The significance of today’s meeting between Trump and Kim is quite dubious. While the display of a bromance between the two leaders is a welcome development, boding well for future negotiations, the agreement they signed contained very little in the way of substance. The suspicion is that today was more of a distraction from serious issues for the global economy – notably concerning trade – still looming in the background.
Starting from the encouraging developments, the chemistry between Trump and Kim was positive, suggesting there is an open channel for negotiations between the countries. However, the document the two leaders agreed on delivers only vague assurances and commitments, failing to detail a plan for immediate action.
Meanwhile, the elephant in the room is the sustainability of global trade as the US administration has been questioning existing trade policies. Having slapped higher tariffs on imports of steel and aluminium from its closest allies only ten days ago, the US administration is now about to release a list of Chinese imports which will be subject to higher tariffs. These measures, which will target $50bn of Chinese imports at this stage, should be announced by the end of this week and become operative in short order.

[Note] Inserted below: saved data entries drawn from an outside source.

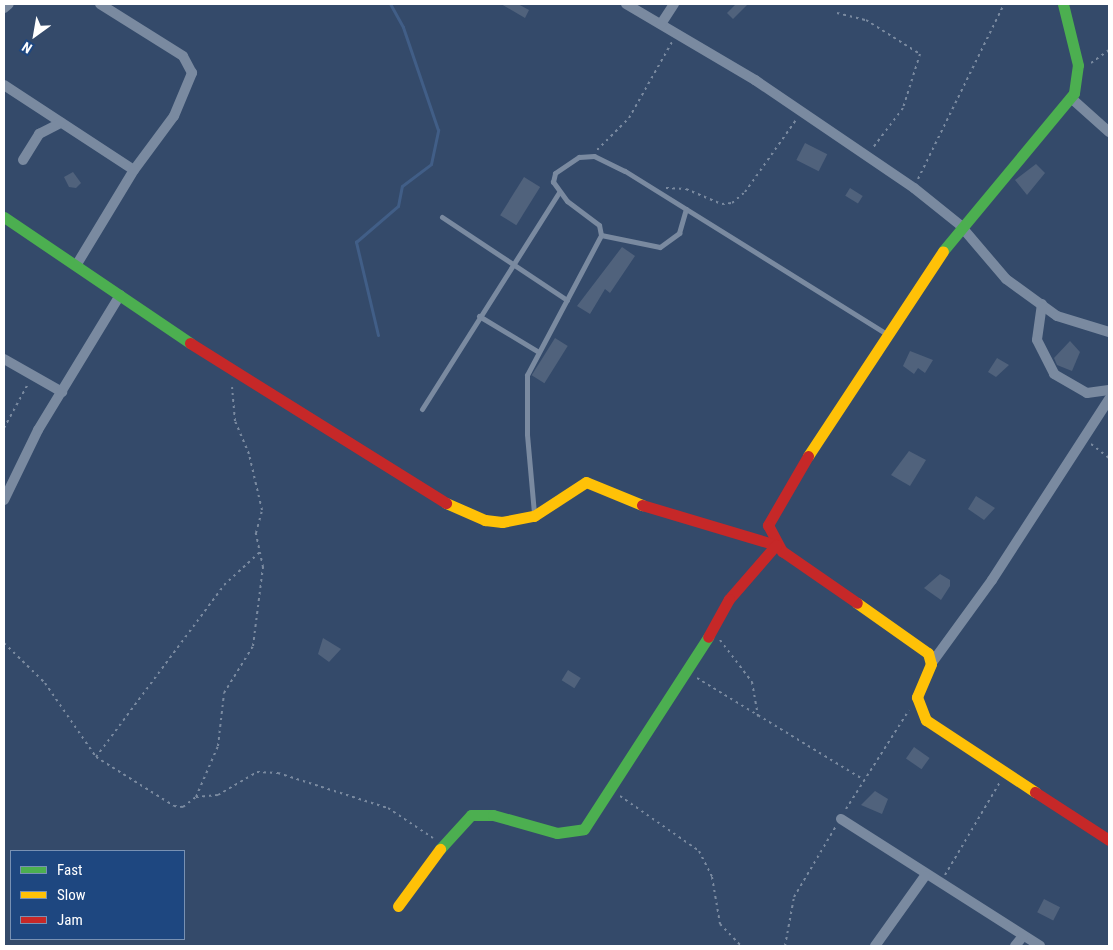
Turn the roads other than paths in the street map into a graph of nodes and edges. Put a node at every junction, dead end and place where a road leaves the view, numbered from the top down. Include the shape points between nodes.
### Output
1 (9, 4) edge
2 (100, 4) edge
3 (626, 4) edge
4 (674, 4) edge
5 (1063, 4) edge
6 (4, 8) edge
7 (661, 24) junction
8 (4, 85) edge
9 (1071, 98) junction
10 (61, 123) junction
11 (1109, 132) edge
12 (23, 160) dead end
13 (134, 170) junction
14 (559, 192) junction
15 (686, 209) junction
16 (4, 217) edge
17 (442, 217) dead end
18 (960, 226) junction
19 (602, 235) junction
20 (77, 264) junction
21 (511, 264) junction
22 (120, 295) junction
23 (567, 300) junction
24 (1042, 304) junction
25 (480, 316) junction
26 (1109, 332) edge
27 (887, 334) junction
28 (537, 352) junction
29 (4, 358) edge
30 (1109, 390) edge
31 (62, 392) junction
32 (1109, 399) edge
33 (422, 409) dead end
34 (4, 500) edge
35 (534, 516) junction
36 (776, 544) junction
37 (931, 664) junction
38 (840, 819) dead end
39 (1109, 840) edge
40 (925, 876) junction
41 (398, 906) dead end
42 (1023, 936) junction
43 (875, 946) edge
44 (1015, 946) edge
45 (1040, 946) edge

1 - 6 street
2 - 13 street via 183,56 192,68 180,104
3 - 7 street
4 - 7 street
5 - 9 street via 1079,71
7 - 18 street via 914,188
8 - 10 street
9 - 11 street
9 - 18 street
10 - 12 street via 39,134
10 - 13 street
13 - 20 street
14 - 15 lane via 552,179 555,173 589,155
14 - 19 lane via 599,225
14 - 21 lane
15 - 19 lane via 679,232 660,247
15 - 27 lane
16 - 20 street
17 - 21 lane
18 - 24 street via 1006,279
18 - 27 street
19 - 23 lane
20 - 22 street
21 - 23 lane
21 - 25 lane
22 - 31 street
22 - 35 street via 232,372 427,494 490,521
23 - 28 lane
24 - 26 street via 1064,320
24 - 30 street via 1037,340 1054,374 1087,393
25 - 28 lane
25 - 33 lane
27 - 36 street via 773,511 768,530
28 - 35 lane via 525,386
29 - 31 street
31 - 34 street
32 - 37 street via 1085,440
35 - 36 street via 586,482 674,518
36 - 37 street via 909,637 928,653
36 - 41 street via 729,599 688,672 612,791 577,832 557,833 477,813 460,822
37 - 39 street via 917,694 923,716
38 - 40 street
40 - 42 street
40 - 43 street
42 - 44 street
42 - 45 street

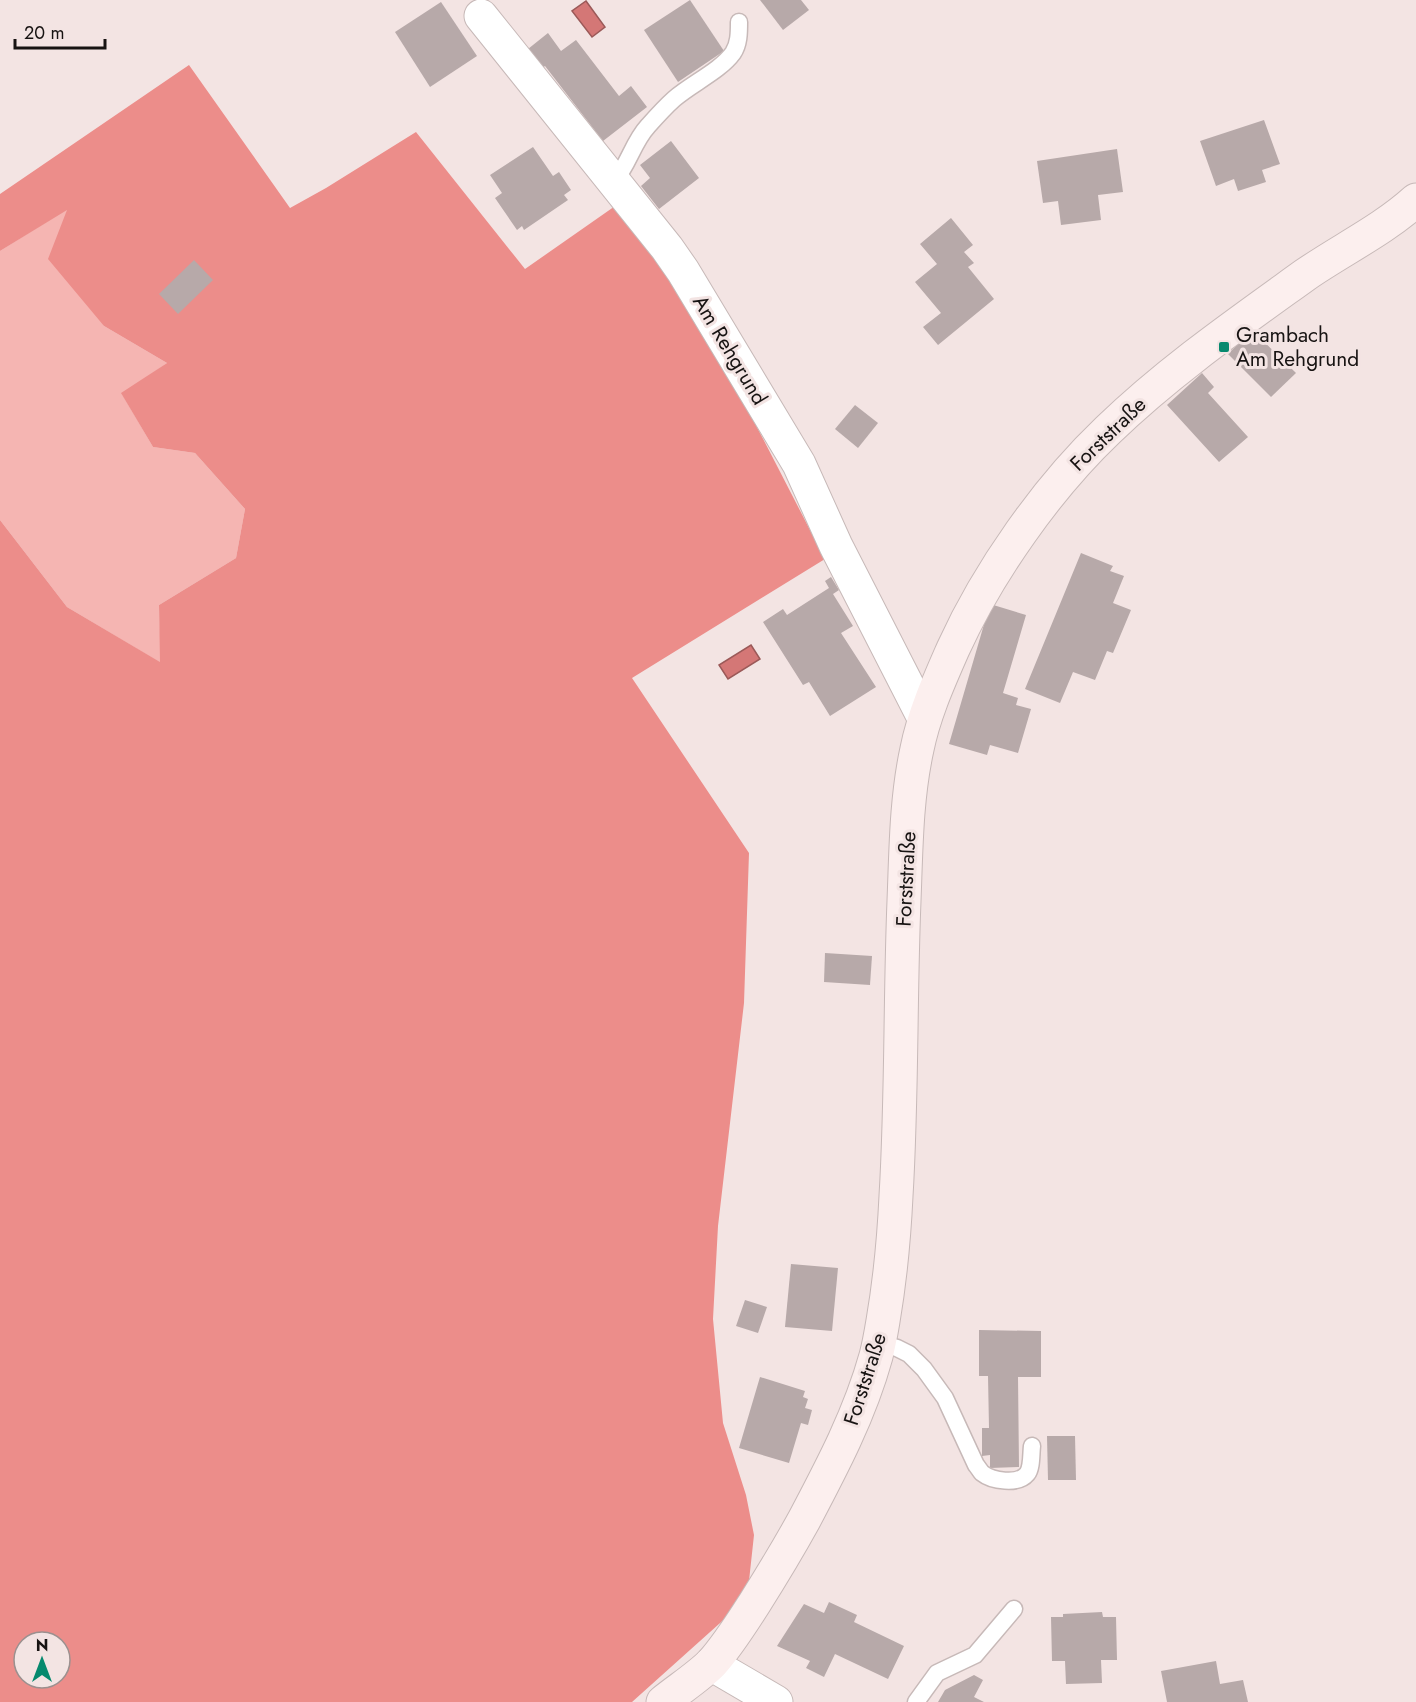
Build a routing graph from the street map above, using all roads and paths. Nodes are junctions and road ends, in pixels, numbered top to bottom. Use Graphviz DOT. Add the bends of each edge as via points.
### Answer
graph roads {
  1 [pos="481,16"];
  2 [pos="739,22"];
  3 [pos="614,182"];
  4 [pos="1416,200"];
  5 [pos="924,718"];
  6 [pos="879,1343"];
  7 [pos="1032,1446"];
  8 [pos="1014,1609"];
  9 [pos="711,1664"];
  10 [pos="663,1702"];
  11 [pos="776,1702"];
  12 [pos="916,1702"];
  1 -- 3 [label="street, Am Rehgrund"];
  2 -- 3 [label="lane" via="735,50 674,99 645,129"];
  3 -- 5 [label="street, Am Rehgrund" via="683,271 799,464 836,546"];
  4 -- 5 [label="street, Forststraße" via="1217,339 1106,432 1068,473 1007,553 955,645"];
  5 -- 6 [label="street, Forststraße" via="914,764 906,850 900,1136 891,1268"];
  6 -- 7 [label="lane" via="909,1354 924,1370 945,1398 982,1473 1000,1480 1016,1480 1026,1475"];
  6 -- 9 [label="street, Forststraße" via="859,1406 837,1457 786,1554"];
  8 -- 12 [label="lane" via="975,1655 937,1673"];
  9 -- 10 [label="street, Forststraße"];
  9 -- 11 [label="street"];
}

While these moves should have a limited macro impact in isolation, they have the potential to disrupt an otherwise positive economic outlook, if they were to trigger broad-based retaliatory reactions. According to estimates by the OECD, a generalised 10pp increase in import costs (due to higher tariffs across the board) would result in a 2% reduction in global output in the following few years. In addition, the uncertainty concerning trade policies has the potential to negatively affect confidence, in turn holding back investment decisions.